## Provided records
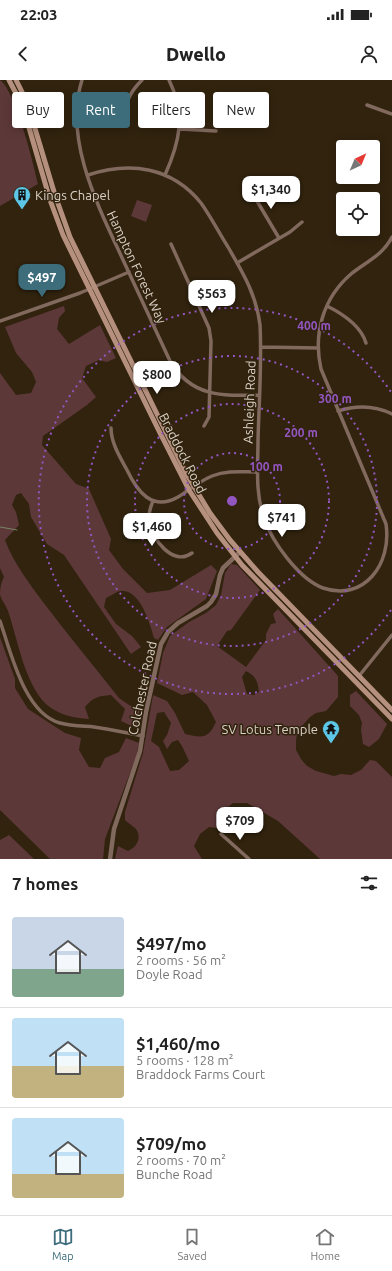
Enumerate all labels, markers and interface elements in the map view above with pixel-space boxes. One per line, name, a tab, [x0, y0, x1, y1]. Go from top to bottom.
text: 22:03	[20, 6, 58, 23]
icon: back	[12, 43, 34, 65]
icon: person	[358, 43, 380, 65]
text: Dwello	[166, 44, 226, 64]
chip: Buy	[12, 92, 64, 128]
chip: Rent	[72, 92, 130, 128]
chip: Filters	[138, 92, 205, 128]
chip: New	[213, 92, 269, 128]
north arrow	[336, 140, 380, 184]
map controls	[336, 140, 380, 236]
pin: $1,340	[238, 176, 304, 210]
text: $1,340	[251, 182, 291, 196]
building icon: Kings Chapel	[12, 185, 32, 210]
place label: Kings Chapel	[35, 188, 111, 202]
button: locate	[336, 192, 380, 236]
street label: Hampton Forest Way	[105, 208, 169, 326]
pin: $497	[18, 264, 66, 298]
text: $497	[27, 270, 57, 284]
pin: $563	[188, 280, 236, 314]
text: $563	[197, 286, 227, 300]
text: 400 m	[297, 319, 331, 332]
street label: Ashleigh Road	[241, 360, 257, 444]
pin: $800	[133, 361, 181, 395]
text: $800	[142, 367, 172, 381]
text: 300 m	[318, 392, 352, 405]
street label: Braddock Road	[157, 411, 209, 495]
text: 200 m	[284, 426, 318, 439]
text: 100 m	[249, 460, 283, 473]
centre of rings	[225, 494, 239, 508]
pin: $741	[258, 504, 306, 538]
text: $741	[267, 510, 297, 524]
pin: $1,460	[119, 513, 185, 547]
text: $1,460	[132, 519, 172, 533]
street label: Colchester Road	[125, 640, 159, 736]
temple icon: SV Lotus Temple	[321, 719, 341, 744]
place label: SV Lotus Temple	[221, 722, 318, 736]
pin: $709	[216, 807, 264, 841]
text: $709	[225, 813, 255, 827]
icon: filters	[358, 872, 380, 894]
text: 7 homes	[12, 874, 78, 893]
icon: home	[44, 933, 92, 981]
text: $497/mo	[136, 934, 206, 953]
text: 2 rooms · 56 m²	[136, 953, 226, 967]
text: Doyle Road	[136, 967, 203, 981]
icon: home	[44, 1034, 92, 1082]
text: $1,460/mo	[136, 1034, 220, 1053]
text: 5 rooms · 128 m²	[136, 1053, 233, 1067]
text: Braddock Farms Court	[136, 1067, 265, 1081]
icon: home	[44, 1134, 92, 1182]
text: $709/mo	[136, 1134, 206, 1153]
text: 2 rooms · 70 m²	[136, 1153, 226, 1167]
text: Bunche Road	[136, 1167, 213, 1181]
tab: Map	[52, 1226, 74, 1262]
tab: Saved	[178, 1226, 207, 1262]
tab: Home	[310, 1226, 340, 1262]

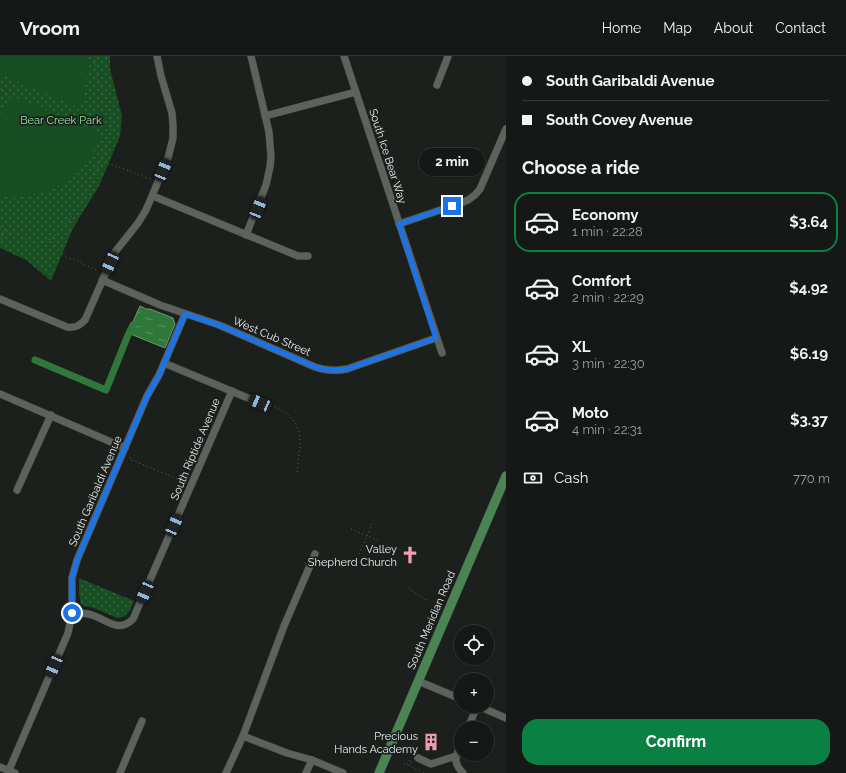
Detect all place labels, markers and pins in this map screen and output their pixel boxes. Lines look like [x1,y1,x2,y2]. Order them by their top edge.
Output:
place label: Valley Shepherd Church [308,543,397,569]
church icon: Valley Shepherd Church [400,545,420,565]
place label: Precious Hands Academy [334,730,418,756]
building icon: Precious Hands Academy [421,732,441,752]

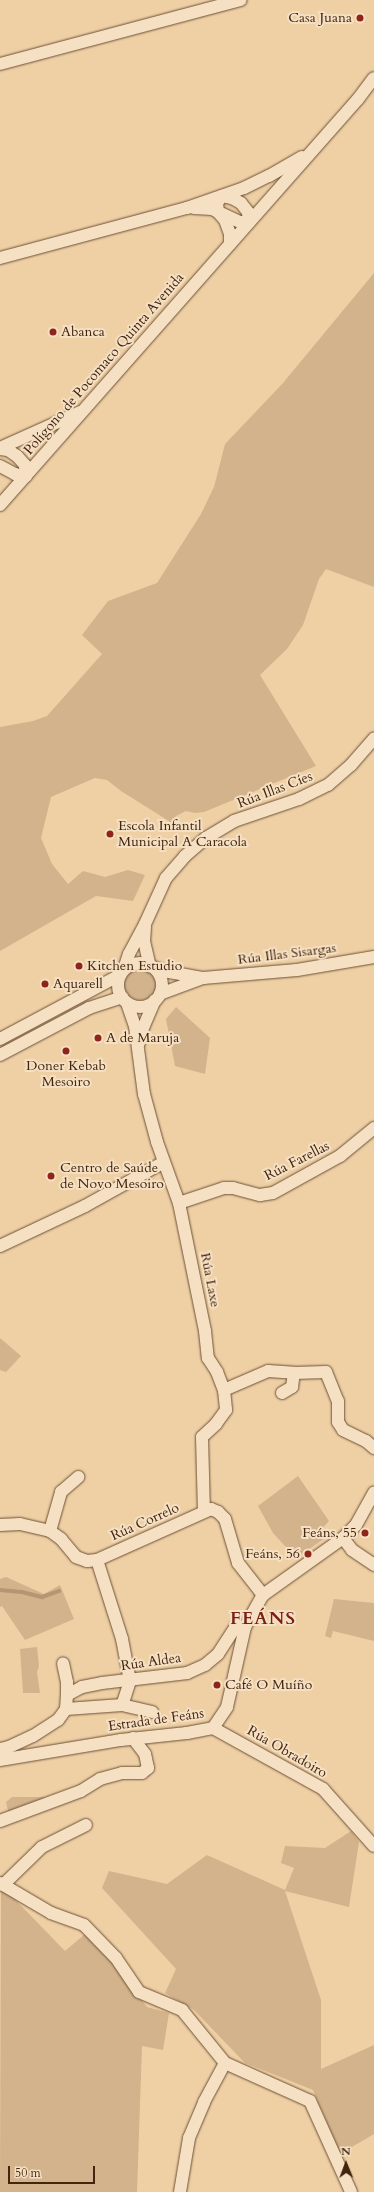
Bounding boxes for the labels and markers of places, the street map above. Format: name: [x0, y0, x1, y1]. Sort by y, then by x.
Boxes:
place label: Casa Juana: [288, 10, 352, 26]
marker: Casa Juana: [355, 13, 365, 23]
place label: Abanca: [61, 324, 105, 340]
marker: Abanca: [48, 327, 58, 337]
place label: Escola Infantil Municipal A Caracola: [118, 818, 247, 850]
marker: Escola Infantil Municipal A Caracola: [105, 829, 115, 839]
place label: Kitchen Estudio: [87, 958, 182, 974]
marker: Kitchen Estudio: [74, 961, 84, 971]
place label: Aquarell: [53, 976, 103, 992]
marker: Aquarell: [40, 979, 50, 989]
place label: A de Maruja: [106, 1030, 179, 1046]
marker: A de Maruja: [93, 1033, 103, 1043]
marker: Doner Kebab Mesoiro: [61, 1046, 71, 1056]
place label: Doner Kebab Mesoiro: [26, 1058, 106, 1090]
place label: Centro de Saúde de Novo Mesoiro: [60, 1160, 164, 1192]
marker: Centro de Saúde de Novo Mesoiro: [45, 1170, 57, 1182]
place label: Feáns, 55: [302, 1525, 357, 1541]
marker: Feáns, 55: [360, 1528, 370, 1538]
place label: Feáns, 56: [245, 1546, 300, 1562]
marker: Feáns, 56: [303, 1549, 313, 1559]
place label: Café O Muíño: [225, 1677, 312, 1693]
marker: Café O Muíño: [212, 1680, 222, 1690]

## Instructions to follow
Word for word, quote the full listing, omitting every picture.

## Exercise result
Enumerate all labels, markers and interface elements in the map view above with pixel-space boxes. One per line, name, a tab, [x0, y0, x1, y1]. Go from top to bottom.
text: 22:03	[20, 6, 58, 23]
icon: back	[12, 43, 34, 65]
icon: person	[358, 43, 380, 65]
text: Dwello	[166, 44, 226, 64]
chip: Buy	[12, 92, 64, 128]
chip: Rent	[72, 92, 130, 128]
chip: Filters	[138, 92, 205, 128]
chip: New	[213, 92, 269, 128]
north arrow	[336, 140, 380, 184]
map controls	[336, 140, 380, 236]
pin: $1,340	[238, 176, 304, 210]
text: $1,340	[251, 182, 291, 196]
building icon: Kings Chapel	[12, 185, 32, 210]
place label: Kings Chapel	[35, 188, 111, 202]
button: locate	[336, 192, 380, 236]
street label: Hampton Forest Way	[105, 208, 169, 326]
pin: $497	[18, 264, 66, 298]
text: $497	[27, 270, 57, 284]
pin: $563	[188, 280, 236, 314]
text: $563	[197, 286, 227, 300]
text: 400 m	[297, 319, 331, 332]
street label: Ashleigh Road	[241, 360, 257, 444]
pin: $800	[133, 361, 181, 395]
text: $800	[142, 367, 172, 381]
text: 300 m	[318, 392, 352, 405]
street label: Braddock Road	[157, 411, 209, 495]
text: 200 m	[284, 426, 318, 439]
text: 100 m	[249, 460, 283, 473]
centre of rings	[225, 494, 239, 508]
pin: $741	[258, 504, 306, 538]
text: $741	[267, 510, 297, 524]
pin: $1,460	[119, 513, 185, 547]
text: $1,460	[132, 519, 172, 533]
street label: Colchester Road	[125, 640, 159, 736]
temple icon: SV Lotus Temple	[321, 719, 341, 744]
place label: SV Lotus Temple	[221, 722, 318, 736]
pin: $709	[216, 807, 264, 841]
text: $709	[225, 813, 255, 827]
icon: filters	[358, 872, 380, 894]
text: 7 homes	[12, 874, 78, 893]
icon: home	[44, 933, 92, 981]
text: $497/mo	[136, 934, 206, 953]
text: 2 rooms · 56 m²	[136, 953, 226, 967]
text: Doyle Road	[136, 967, 203, 981]
icon: home	[44, 1034, 92, 1082]
text: $1,460/mo	[136, 1034, 220, 1053]
text: 5 rooms · 128 m²	[136, 1053, 233, 1067]
text: Braddock Farms Court	[136, 1067, 265, 1081]
icon: home	[44, 1134, 92, 1182]
text: $709/mo	[136, 1134, 206, 1153]
text: 2 rooms · 70 m²	[136, 1153, 226, 1167]
text: Bunche Road	[136, 1167, 213, 1181]
tab: Map	[52, 1226, 74, 1262]
tab: Saved	[178, 1226, 207, 1262]
tab: Home	[310, 1226, 340, 1262]

Detect all place labels, markers and pins in this map screen and output their pixel boxes. Lines look like [x1,y1,x2,y2]. Order them by their top edge.
Output:
place label: Valley Shepherd Church [308,543,397,569]
church icon: Valley Shepherd Church [400,545,420,565]
place label: Precious Hands Academy [334,730,418,756]
building icon: Precious Hands Academy [421,732,441,752]

Bounding boxes for the labels and markers of places, the street map above. Format: name: [x0, y0, x1, y1]. Sort by y, then by x.
Boxes:
place label: Casa Juana: [288, 10, 352, 26]
marker: Casa Juana: [355, 13, 365, 23]
place label: Abanca: [61, 324, 105, 340]
marker: Abanca: [48, 327, 58, 337]
place label: Escola Infantil Municipal A Caracola: [118, 818, 247, 850]
marker: Escola Infantil Municipal A Caracola: [105, 829, 115, 839]
place label: Kitchen Estudio: [87, 958, 182, 974]
marker: Kitchen Estudio: [74, 961, 84, 971]
place label: Aquarell: [53, 976, 103, 992]
marker: Aquarell: [40, 979, 50, 989]
place label: A de Maruja: [106, 1030, 179, 1046]
marker: A de Maruja: [93, 1033, 103, 1043]
marker: Doner Kebab Mesoiro: [61, 1046, 71, 1056]
place label: Doner Kebab Mesoiro: [26, 1058, 106, 1090]
place label: Centro de Saúde de Novo Mesoiro: [60, 1160, 164, 1192]
marker: Centro de Saúde de Novo Mesoiro: [45, 1170, 57, 1182]
place label: Feáns, 55: [302, 1525, 357, 1541]
marker: Feáns, 55: [360, 1528, 370, 1538]
place label: Feáns, 56: [245, 1546, 300, 1562]
marker: Feáns, 56: [303, 1549, 313, 1559]
place label: Café O Muíño: [225, 1677, 312, 1693]
marker: Café O Muíño: [212, 1680, 222, 1690]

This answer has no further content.